Windmill in Norg, Netherlands

Noordenveld is a smock mill in Norg, Drenthe, the Netherlands. It was built in 1878 and is listed as a Rijksmonument, number 30785.

==History==
Noordenveld was built in 1878 for Willem Stevens. The millwright was J Rietsma of Zeijerveld. In 1899, the mill came into the possession of Geert Stevens, brother of Willem. It passed to his nephew Jannes Stevens in 1930. He hired the mill out, firstly to Roelof Bosman, then Jente Venema, the Enting brothers and finally to a Co-operative Society. In 1946, four new sails were fitted by millwright Dijk of Leek. The mill had been reduced to working on two sails by this date. Photographs show that the mill was equipped with Patent sails at one time.

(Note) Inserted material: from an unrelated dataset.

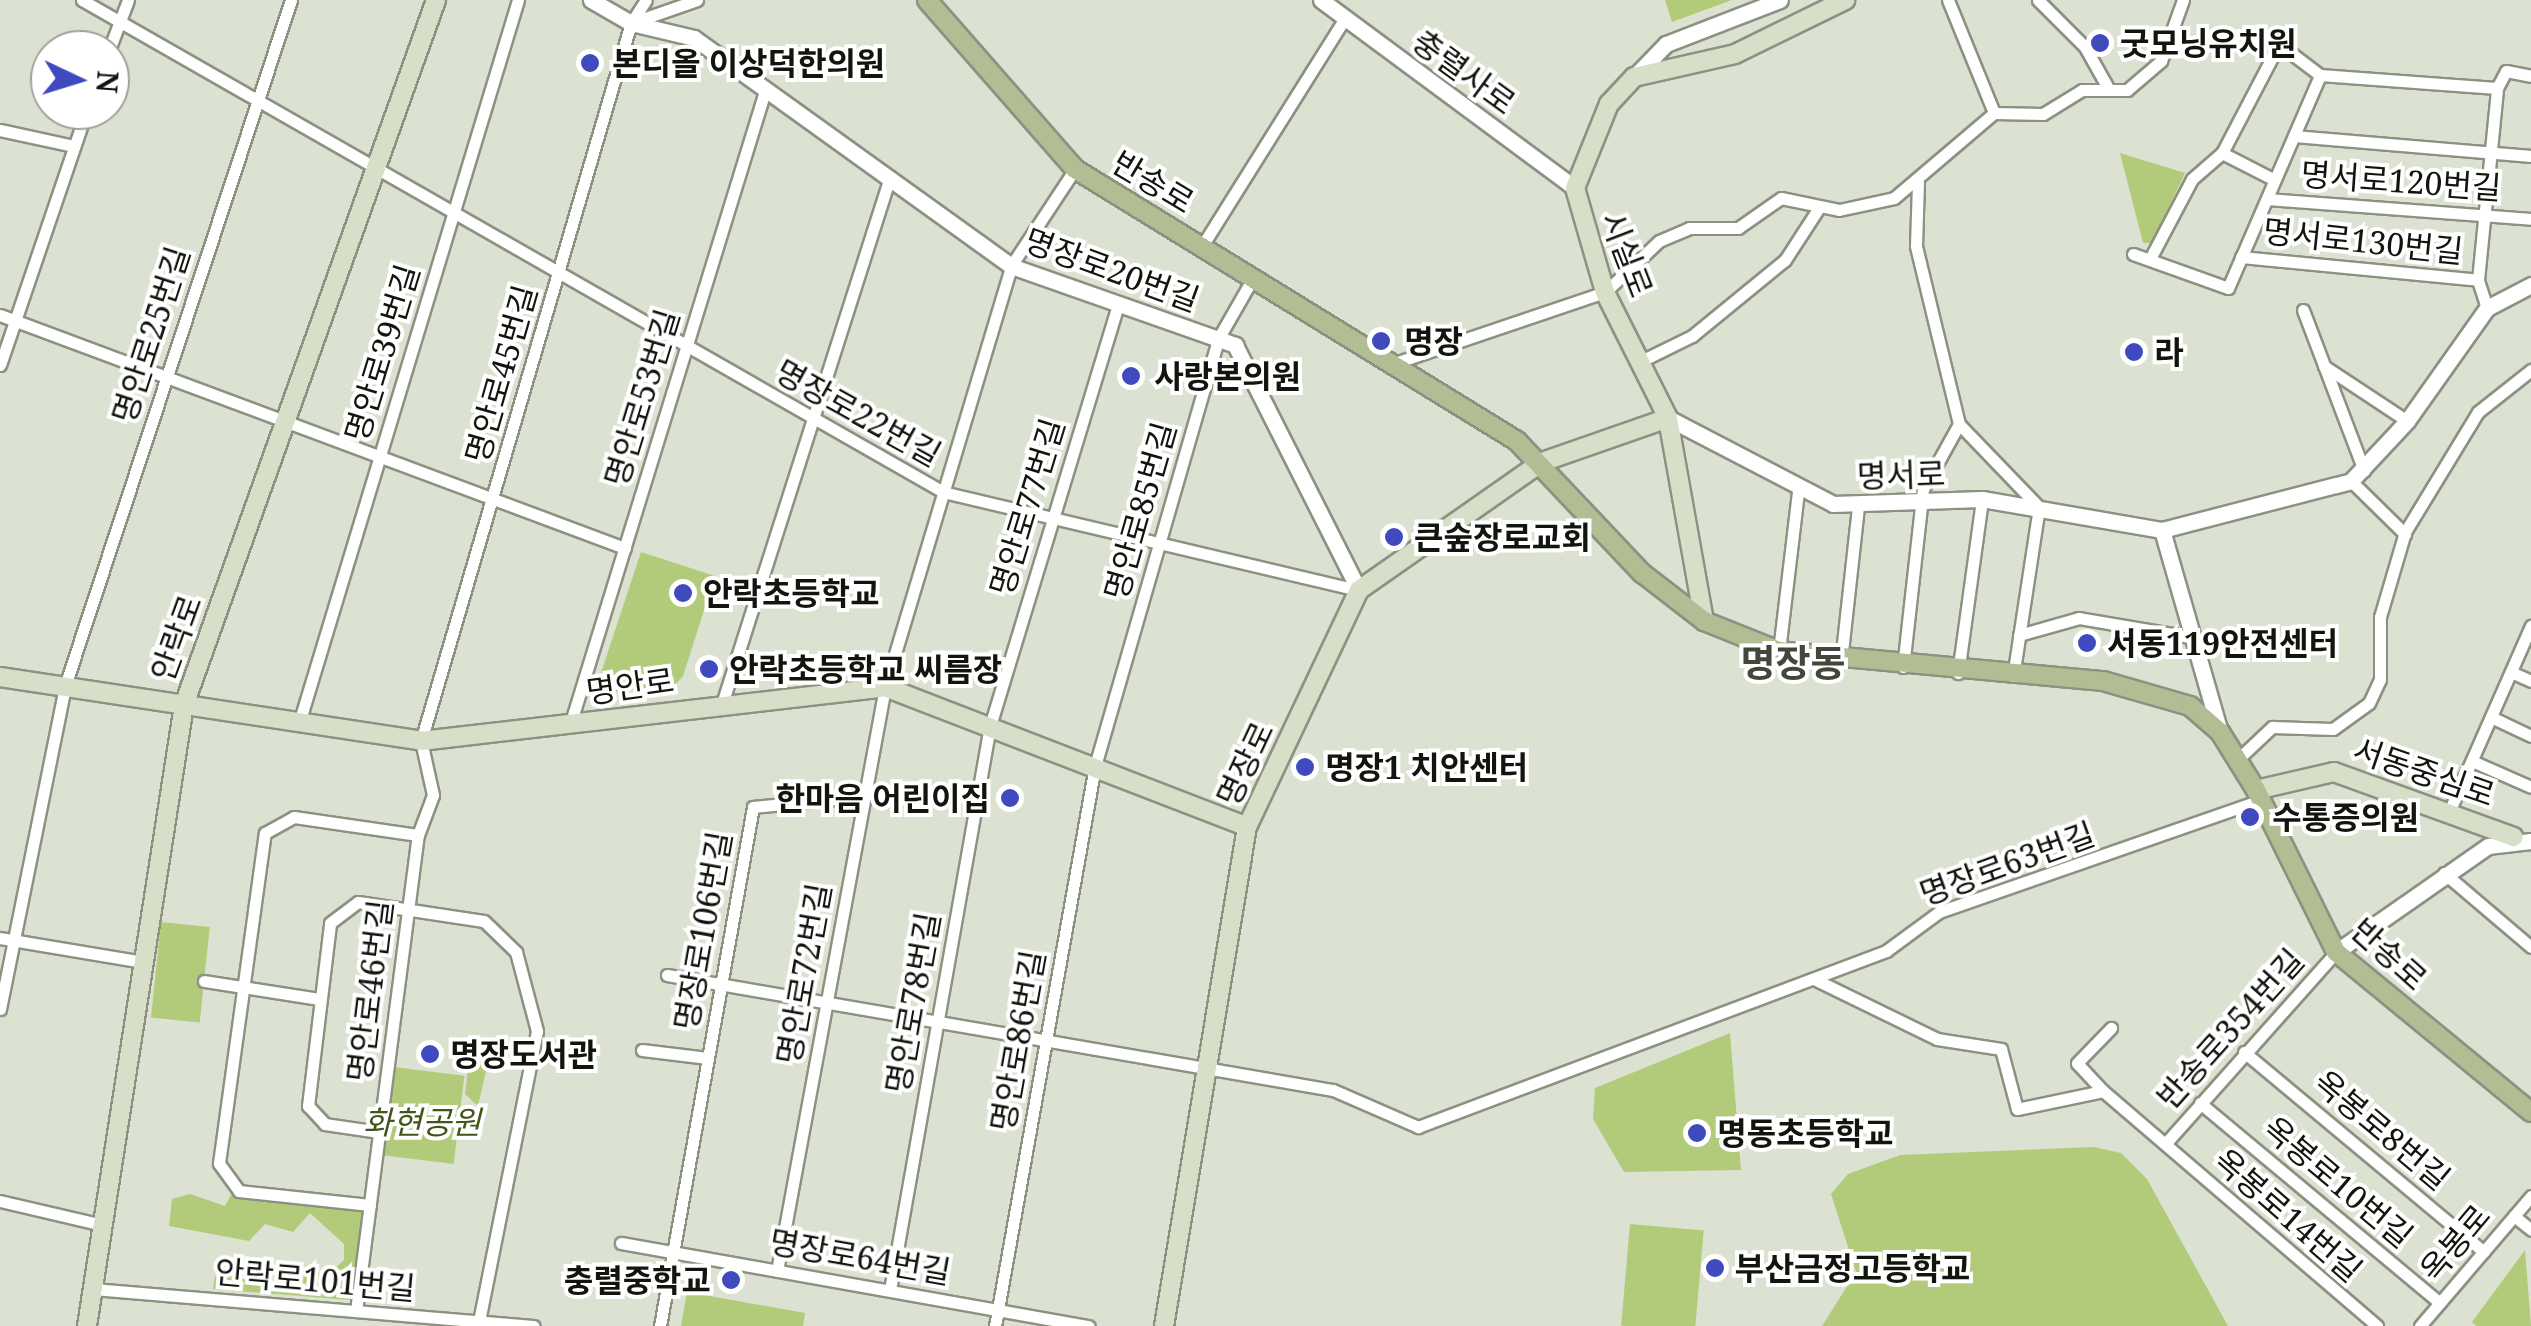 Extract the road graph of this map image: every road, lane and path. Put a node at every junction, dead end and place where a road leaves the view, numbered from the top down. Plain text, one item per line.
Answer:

In 1962, the Nijhof family of Haren, Groningen bought the mill and restored it. The base was used as a living accommodation until 1973, when a new house was built adjoining the mill. During this time, the condition of the mill deteriorated, and it was no longer in working order. The mill was restored in 1990, but by then, nearby trees were robbing the mill of wind. They were cut down in 1998. In that year, the mill was sold to Jan Doorenbos. A new entrance was made to the mill so that visitors did not have to enter through the house. In 2002 the mill was equipped with two pairs of millstones, restoring it to its pre-1962 condition.

==Description==

Noordenveld is what the Dutch describe as an "achtkante stellingmolen". It is a two-storey smock mill on a three-storey brick base. The stage is at second-floor level, 7.00 m above ground level. The smock and cap are thatched. The mill is winded by a tailpole and winch. The four Common sails have a span of 19.20 m are carried in a cast-iron windshaft, which was cast by Fabrikaat Muinck-Keizer of Martenshoek, Groningen in 1904. The windshaft was originally cast solid and had to be bored through to take Patent sails at a later date; this was probably the work of a millwright called Rolde. The windshaft also carries the brake wheel, which has 55 cogs. The brake wheel drives the wallower (30 cogs) at the top of the upright shaft. At the bottom of the upright shaft the great spur wheel, which has 86 cogs, drives the 1.40 m diameter Cullen millstones and the French Burr millstones via lantern pinion stone nuts which have 27 staves each.

==Millers==
- Willem Stevens 1878-99
- Geert Stevens 1899-1930
- Roelof Bosman 1930-
- Jente Veenma
- Enting brothers
- Co-operative Society

Reference for above:-

==Public access==

Noordenveld is open on Saturdays from 11:00 to 16:00, alternating with De Hoop, the other windmill in Norg.